**Task to complete**:
Every record here must be set down once more, precisely as it reads.

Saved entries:
++++++++++

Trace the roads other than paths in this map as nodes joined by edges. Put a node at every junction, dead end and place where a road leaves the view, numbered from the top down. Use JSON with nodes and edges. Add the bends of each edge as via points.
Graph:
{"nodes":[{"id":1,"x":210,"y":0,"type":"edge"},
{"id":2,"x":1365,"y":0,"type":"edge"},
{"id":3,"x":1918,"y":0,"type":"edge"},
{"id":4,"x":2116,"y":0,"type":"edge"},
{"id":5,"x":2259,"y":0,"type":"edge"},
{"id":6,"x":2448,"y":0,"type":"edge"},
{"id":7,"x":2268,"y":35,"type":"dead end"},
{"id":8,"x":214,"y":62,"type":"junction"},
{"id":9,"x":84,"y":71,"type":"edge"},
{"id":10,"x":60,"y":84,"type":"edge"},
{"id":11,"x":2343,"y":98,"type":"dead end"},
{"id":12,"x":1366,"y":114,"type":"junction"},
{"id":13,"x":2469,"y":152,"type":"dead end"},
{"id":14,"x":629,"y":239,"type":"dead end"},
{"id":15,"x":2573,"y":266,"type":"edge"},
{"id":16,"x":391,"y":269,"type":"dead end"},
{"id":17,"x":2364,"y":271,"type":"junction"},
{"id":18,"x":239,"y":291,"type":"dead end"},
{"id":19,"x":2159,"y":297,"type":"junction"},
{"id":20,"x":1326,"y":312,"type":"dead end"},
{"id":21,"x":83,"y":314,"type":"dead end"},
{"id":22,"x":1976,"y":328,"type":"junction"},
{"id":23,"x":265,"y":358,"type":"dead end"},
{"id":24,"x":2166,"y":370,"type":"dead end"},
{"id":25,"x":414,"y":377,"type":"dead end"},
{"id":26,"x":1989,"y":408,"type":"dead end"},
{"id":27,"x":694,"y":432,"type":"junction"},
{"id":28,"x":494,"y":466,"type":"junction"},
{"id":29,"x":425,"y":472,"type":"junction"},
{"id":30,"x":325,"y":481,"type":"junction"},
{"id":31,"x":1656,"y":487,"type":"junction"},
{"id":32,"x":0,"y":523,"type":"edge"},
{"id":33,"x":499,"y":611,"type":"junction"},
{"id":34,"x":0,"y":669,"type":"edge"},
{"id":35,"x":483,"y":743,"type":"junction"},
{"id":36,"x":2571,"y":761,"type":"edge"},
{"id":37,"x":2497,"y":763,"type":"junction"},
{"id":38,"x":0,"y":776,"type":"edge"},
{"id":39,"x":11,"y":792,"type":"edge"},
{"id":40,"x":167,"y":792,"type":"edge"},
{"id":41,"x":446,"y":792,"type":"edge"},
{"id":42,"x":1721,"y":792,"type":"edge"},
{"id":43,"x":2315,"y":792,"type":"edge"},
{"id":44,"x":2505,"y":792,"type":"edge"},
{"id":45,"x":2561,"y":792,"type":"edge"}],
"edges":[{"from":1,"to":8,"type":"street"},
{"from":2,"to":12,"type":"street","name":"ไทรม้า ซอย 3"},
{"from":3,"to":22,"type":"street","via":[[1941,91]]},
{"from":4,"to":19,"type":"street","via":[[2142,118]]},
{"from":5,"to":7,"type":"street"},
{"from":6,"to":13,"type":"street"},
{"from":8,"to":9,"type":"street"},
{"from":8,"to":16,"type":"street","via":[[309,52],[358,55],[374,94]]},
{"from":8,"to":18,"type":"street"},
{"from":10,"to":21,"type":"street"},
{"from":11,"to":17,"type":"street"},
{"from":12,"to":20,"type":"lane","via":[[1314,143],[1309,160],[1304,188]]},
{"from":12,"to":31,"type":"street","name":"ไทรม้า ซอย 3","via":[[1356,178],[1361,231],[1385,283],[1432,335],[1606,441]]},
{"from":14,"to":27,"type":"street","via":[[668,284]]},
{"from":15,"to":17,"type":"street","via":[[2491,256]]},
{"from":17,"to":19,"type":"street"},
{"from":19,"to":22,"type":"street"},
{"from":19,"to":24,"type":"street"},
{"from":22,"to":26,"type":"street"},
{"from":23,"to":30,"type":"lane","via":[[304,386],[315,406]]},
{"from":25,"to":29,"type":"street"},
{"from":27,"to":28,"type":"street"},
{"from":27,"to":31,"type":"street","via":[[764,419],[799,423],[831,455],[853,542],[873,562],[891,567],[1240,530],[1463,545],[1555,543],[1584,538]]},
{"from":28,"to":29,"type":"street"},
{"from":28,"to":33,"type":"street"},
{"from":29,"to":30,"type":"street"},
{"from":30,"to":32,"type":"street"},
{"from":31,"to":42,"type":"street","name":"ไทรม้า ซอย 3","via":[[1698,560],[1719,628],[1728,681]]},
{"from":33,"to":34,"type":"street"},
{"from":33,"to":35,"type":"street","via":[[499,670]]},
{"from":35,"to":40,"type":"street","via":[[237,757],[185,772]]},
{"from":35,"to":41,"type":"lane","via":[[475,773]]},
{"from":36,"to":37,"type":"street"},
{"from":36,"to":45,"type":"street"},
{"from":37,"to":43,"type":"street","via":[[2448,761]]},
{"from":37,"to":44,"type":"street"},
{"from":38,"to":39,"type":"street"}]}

++++++++++

**Your response**:
Trace the roads other than paths in this map as nodes joined by edges. Put a node at every junction, dead end and place where a road leaves the view, numbered from the top down. Use JSON with nodes and edges. Add the bends of each edge as via points.
Graph:
{"nodes":[{"id":1,"x":210,"y":0,"type":"edge"},
{"id":2,"x":1365,"y":0,"type":"edge"},
{"id":3,"x":1918,"y":0,"type":"edge"},
{"id":4,"x":2116,"y":0,"type":"edge"},
{"id":5,"x":2259,"y":0,"type":"edge"},
{"id":6,"x":2448,"y":0,"type":"edge"},
{"id":7,"x":2268,"y":35,"type":"dead end"},
{"id":8,"x":214,"y":62,"type":"junction"},
{"id":9,"x":84,"y":71,"type":"edge"},
{"id":10,"x":60,"y":84,"type":"edge"},
{"id":11,"x":2343,"y":98,"type":"dead end"},
{"id":12,"x":1366,"y":114,"type":"junction"},
{"id":13,"x":2469,"y":152,"type":"dead end"},
{"id":14,"x":629,"y":239,"type":"dead end"},
{"id":15,"x":2573,"y":266,"type":"edge"},
{"id":16,"x":391,"y":269,"type":"dead end"},
{"id":17,"x":2364,"y":271,"type":"junction"},
{"id":18,"x":239,"y":291,"type":"dead end"},
{"id":19,"x":2159,"y":297,"type":"junction"},
{"id":20,"x":1326,"y":312,"type":"dead end"},
{"id":21,"x":83,"y":314,"type":"dead end"},
{"id":22,"x":1976,"y":328,"type":"junction"},
{"id":23,"x":265,"y":358,"type":"dead end"},
{"id":24,"x":2166,"y":370,"type":"dead end"},
{"id":25,"x":414,"y":377,"type":"dead end"},
{"id":26,"x":1989,"y":408,"type":"dead end"},
{"id":27,"x":694,"y":432,"type":"junction"},
{"id":28,"x":494,"y":466,"type":"junction"},
{"id":29,"x":425,"y":472,"type":"junction"},
{"id":30,"x":325,"y":481,"type":"junction"},
{"id":31,"x":1656,"y":487,"type":"junction"},
{"id":32,"x":0,"y":523,"type":"edge"},
{"id":33,"x":499,"y":611,"type":"junction"},
{"id":34,"x":0,"y":669,"type":"edge"},
{"id":35,"x":483,"y":743,"type":"junction"},
{"id":36,"x":2571,"y":761,"type":"edge"},
{"id":37,"x":2497,"y":763,"type":"junction"},
{"id":38,"x":0,"y":776,"type":"edge"},
{"id":39,"x":11,"y":792,"type":"edge"},
{"id":40,"x":167,"y":792,"type":"edge"},
{"id":41,"x":446,"y":792,"type":"edge"},
{"id":42,"x":1721,"y":792,"type":"edge"},
{"id":43,"x":2315,"y":792,"type":"edge"},
{"id":44,"x":2505,"y":792,"type":"edge"},
{"id":45,"x":2561,"y":792,"type":"edge"}],
"edges":[{"from":1,"to":8,"type":"street"},
{"from":2,"to":12,"type":"street","name":"ไทรม้า ซอย 3"},
{"from":3,"to":22,"type":"street","via":[[1941,91]]},
{"from":4,"to":19,"type":"street","via":[[2142,118]]},
{"from":5,"to":7,"type":"street"},
{"from":6,"to":13,"type":"street"},
{"from":8,"to":9,"type":"street"},
{"from":8,"to":16,"type":"street","via":[[309,52],[358,55],[374,94]]},
{"from":8,"to":18,"type":"street"},
{"from":10,"to":21,"type":"street"},
{"from":11,"to":17,"type":"street"},
{"from":12,"to":20,"type":"lane","via":[[1314,143],[1309,160],[1304,188]]},
{"from":12,"to":31,"type":"street","name":"ไทรม้า ซอย 3","via":[[1356,178],[1361,231],[1385,283],[1432,335],[1606,441]]},
{"from":14,"to":27,"type":"street","via":[[668,284]]},
{"from":15,"to":17,"type":"street","via":[[2491,256]]},
{"from":17,"to":19,"type":"street"},
{"from":19,"to":22,"type":"street"},
{"from":19,"to":24,"type":"street"},
{"from":22,"to":26,"type":"street"},
{"from":23,"to":30,"type":"lane","via":[[304,386],[315,406]]},
{"from":25,"to":29,"type":"street"},
{"from":27,"to":28,"type":"street"},
{"from":27,"to":31,"type":"street","via":[[764,419],[799,423],[831,455],[853,542],[873,562],[891,567],[1240,530],[1463,545],[1555,543],[1584,538]]},
{"from":28,"to":29,"type":"street"},
{"from":28,"to":33,"type":"street"},
{"from":29,"to":30,"type":"street"},
{"from":30,"to":32,"type":"street"},
{"from":31,"to":42,"type":"street","name":"ไทรม้า ซอย 3","via":[[1698,560],[1719,628],[1728,681]]},
{"from":33,"to":34,"type":"street"},
{"from":33,"to":35,"type":"street","via":[[499,670]]},
{"from":35,"to":40,"type":"street","via":[[237,757],[185,772]]},
{"from":35,"to":41,"type":"lane","via":[[475,773]]},
{"from":36,"to":37,"type":"street"},
{"from":36,"to":45,"type":"street"},
{"from":37,"to":43,"type":"street","via":[[2448,761]]},
{"from":37,"to":44,"type":"street"},
{"from":38,"to":39,"type":"street"}]}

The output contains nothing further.